Para Oswaldo Vecchione, escrevi, certa vez, um link musical - mais precisamente para a sua banda, com o título MADE IN BRAZIL: “Eu lia em todos os cantos,/ eu lia em todos os lados:/ Made in Brazil, Made in Brazil.../ E tudo o que era digno de exportação me alertava: / Made in Brazil, Made in Brazil...”

Escrevi para Oswaldo, mas não recebi comentário algum por parte do músico e compositor. Mas nossa amizade continuou, bem como as trocas de correspondências. Cheguei a enviar-lhe uma fita, contendo algumas músicas minhas, que poderiam ser mexidas por ele. Mas fiquei sem resposta alguma. Talvez não tivesse gostado do que eu havia escrito.

A letra de Made in Brazil foi publicada como poesia em meu livro “Paulicea (Ainda) Desvairada, Produção Independente, de 1981.

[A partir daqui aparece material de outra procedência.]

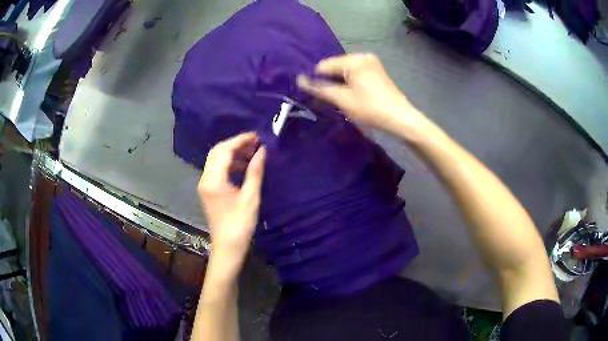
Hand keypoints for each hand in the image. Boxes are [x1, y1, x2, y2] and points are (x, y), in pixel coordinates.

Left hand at [198, 132, 266, 272]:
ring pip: (216, 160)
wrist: (227, 247)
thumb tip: (262, 151)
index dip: (240, 141)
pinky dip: (230, 163)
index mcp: (214, 181)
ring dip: (233, 153)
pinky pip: (217, 169)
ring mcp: (205, 185)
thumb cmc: (240, 225)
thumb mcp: (251, 198)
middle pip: (217, 152)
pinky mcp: (209, 190)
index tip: (257, 136)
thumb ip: (255, 172)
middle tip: (255, 143)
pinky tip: (244, 166)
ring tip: (252, 153)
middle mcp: (205, 179)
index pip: (224, 151)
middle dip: (236, 144)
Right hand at [297, 54, 428, 136]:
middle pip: (335, 67)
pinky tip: (352, 95)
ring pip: (345, 71)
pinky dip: (350, 82)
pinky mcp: (376, 70)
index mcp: (354, 60)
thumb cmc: (370, 109)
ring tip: (342, 99)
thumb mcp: (342, 99)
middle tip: (331, 99)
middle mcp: (362, 56)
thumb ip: (320, 88)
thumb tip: (299, 80)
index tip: (318, 96)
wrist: (400, 118)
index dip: (318, 80)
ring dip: (340, 83)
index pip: (324, 66)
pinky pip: (356, 73)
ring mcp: (371, 62)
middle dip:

O livro, irreverente e antissintático, foi dedicado a amigos e personalidades paulistas como Nestor Tangerini, Oswaldo Vecchionne, Guilherme Arantes, Rita Lee, entre tantos outros nomes significativos da vida cultural paulista. E, é lógico, ao modernista Mário de Andrade, poeta, pesquisador e musicólogo, autor de Paulicea Desvairada.

Oswaldo é um herói na resistência: na luta contra o fascismo e na crença de que o rock brasileiro existe e tem nome.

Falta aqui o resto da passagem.